Lieutenant Carrie Wright, the tactical action officer, halted in her mad back-and-forth dash between the main battery gunnery liaison and the radar supervisor. “We lost control of the Tomahawk, sir,” she said. “It’s still active, but we can’t get a fix on its position.”

“If it’s still active, it hasn’t hit the target,” Gafar said. “Use the override and put it in the drink.”

Wright shook her head. “Override failed, sir. No response.”

From behind Gafar, the radar supervisor called out, “Found our bird, sir! Bearing nine-six, CBDR and hugging the waves!”

The report sent a chill through Gafar: CBDR was an acronym for Constant Bearing, Decreasing Range. A collision course.

“Collision alarm!” Gafar said. “Fire control, abort that missile now!”

“No response, sir!” an ensign replied.

A palpable wave of anxiety swept through the CIC. Gafar knew he would have only seconds to act. “Arm the CIWS,” he said, pronouncing the acronym “Sea-Whiz.”

The Phalanx Close-In Weapon System was a deck-mounted autocannon designed to blast incoming missiles and aircraft to shreds. He had never expected to have to turn it against one of his ship’s own Tomahawk cruise missiles.

“Targeting,” reported the antiaircraft gunnery liaison, a first-class petty officer whom Gafar knew only by the nickname Kiwi. “Six seconds to range …”

Gafar stood and waited, placing his trust in his CIC team. Firing the missile had not been his choice; the order had come directly from the president to the
Momsen
’s commanding officer, Captain McIntee, who in turn had given it to Gafar.
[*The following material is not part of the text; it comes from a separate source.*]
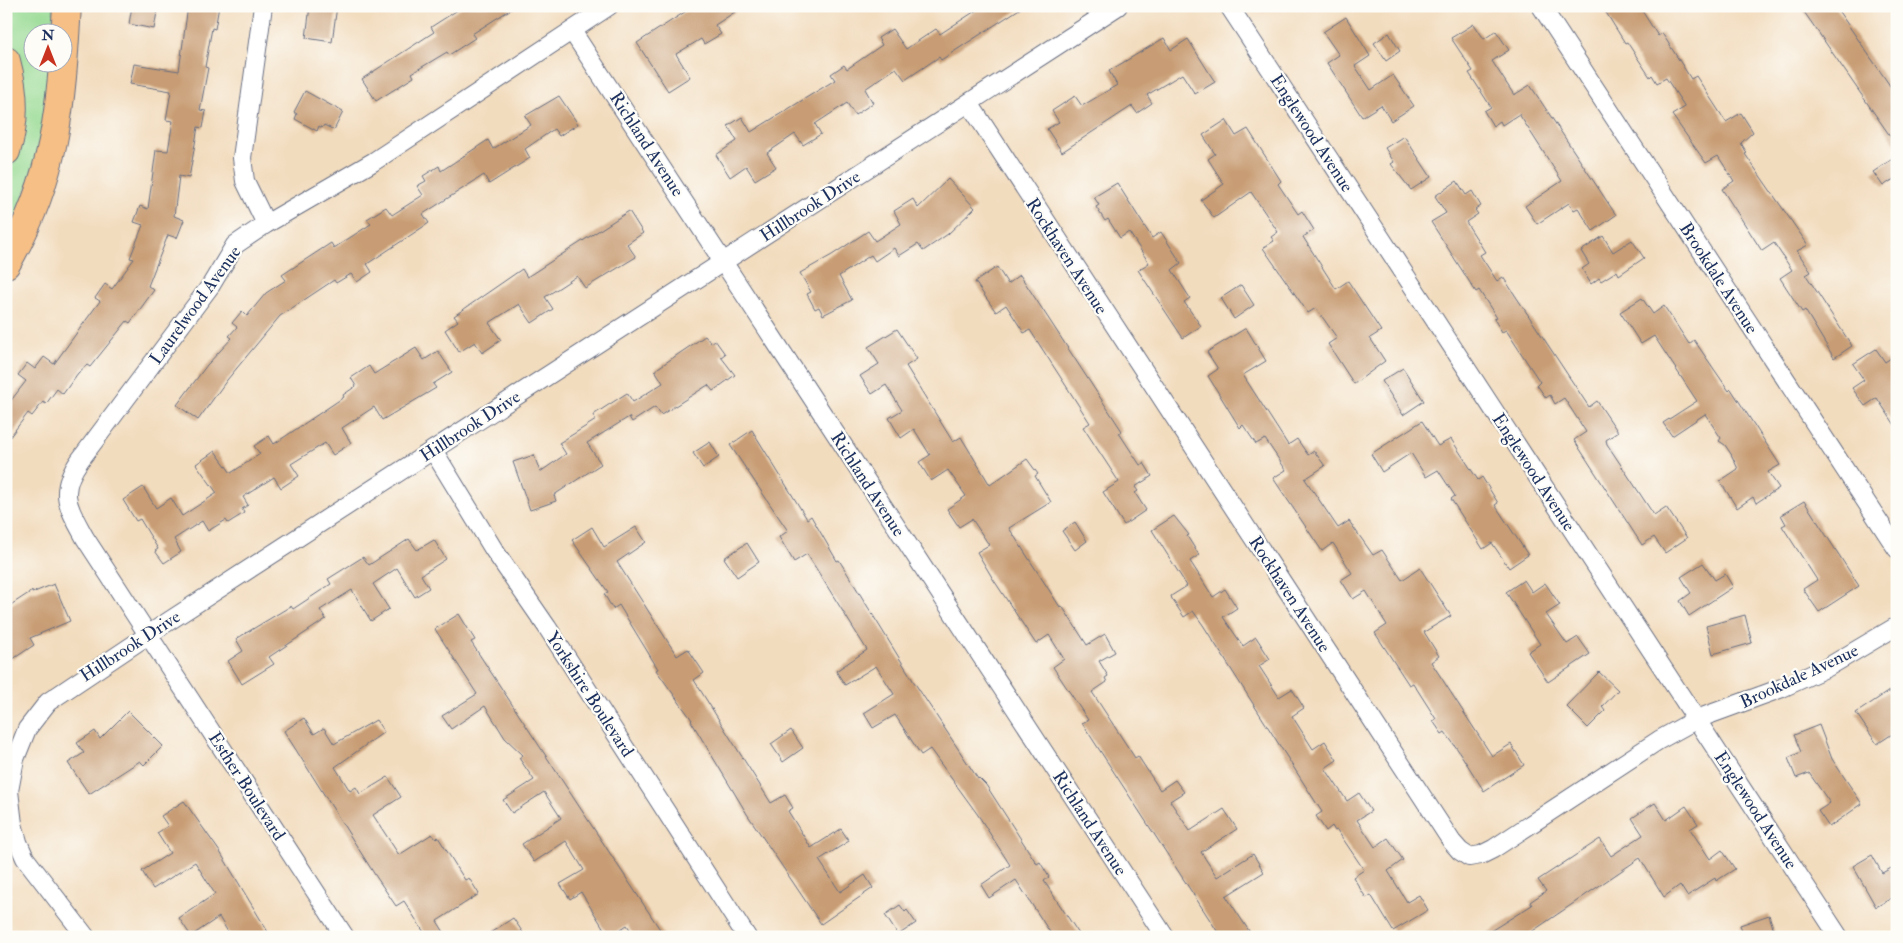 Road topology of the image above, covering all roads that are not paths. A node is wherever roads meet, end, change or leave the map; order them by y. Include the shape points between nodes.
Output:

Knowing who their target was, he hadn’t expected anything good to come of this decision, but he certainly hadn’t expected this.

With no warning he was standing in total darkness, listening to the long, dwindling whine of computer drives spinning down. “Somebody crack a light!” he called out.
“Ensign Monroy, pass me the sound-powered phone and patch me through to one-MC.”

Flashlights snapped on in the sepulchral gloom and slashed through the darkness.

The communications officer adjusted the durable emergency communications device and passed the handset to Gafar, who said, “Bridge, Combat.”

Captain McIntee answered,
“Combat, Actual. Go ahead.”

“Captain, we have total power failure. Aux Fire Control needs to target the CIWS.”

“Negative,”
the captain replied.
“All sections are dark, and we’re dead in the water. We—”
Over the line, Gafar heard another officer shout,
“Visual contact! Inbound bogey!”

“Brace for impact!” Gafar bellowed across the CIC. “Away DC and fire teams! Go watertight! Move!”

Everyone followed him as he ran for the exit and scrambled into the passageway to secure the hatches and warn the damage control and firefighting teams to prepare for the worst.

A bomb blast roared through every deck and compartment on the
Momsen
. The ship heaved violently under Gafar’s feet, then rolled to starboard. Within seconds, he smelled the sulfuric tang of cordite and the pungent stench of leaking oil and burning fuel.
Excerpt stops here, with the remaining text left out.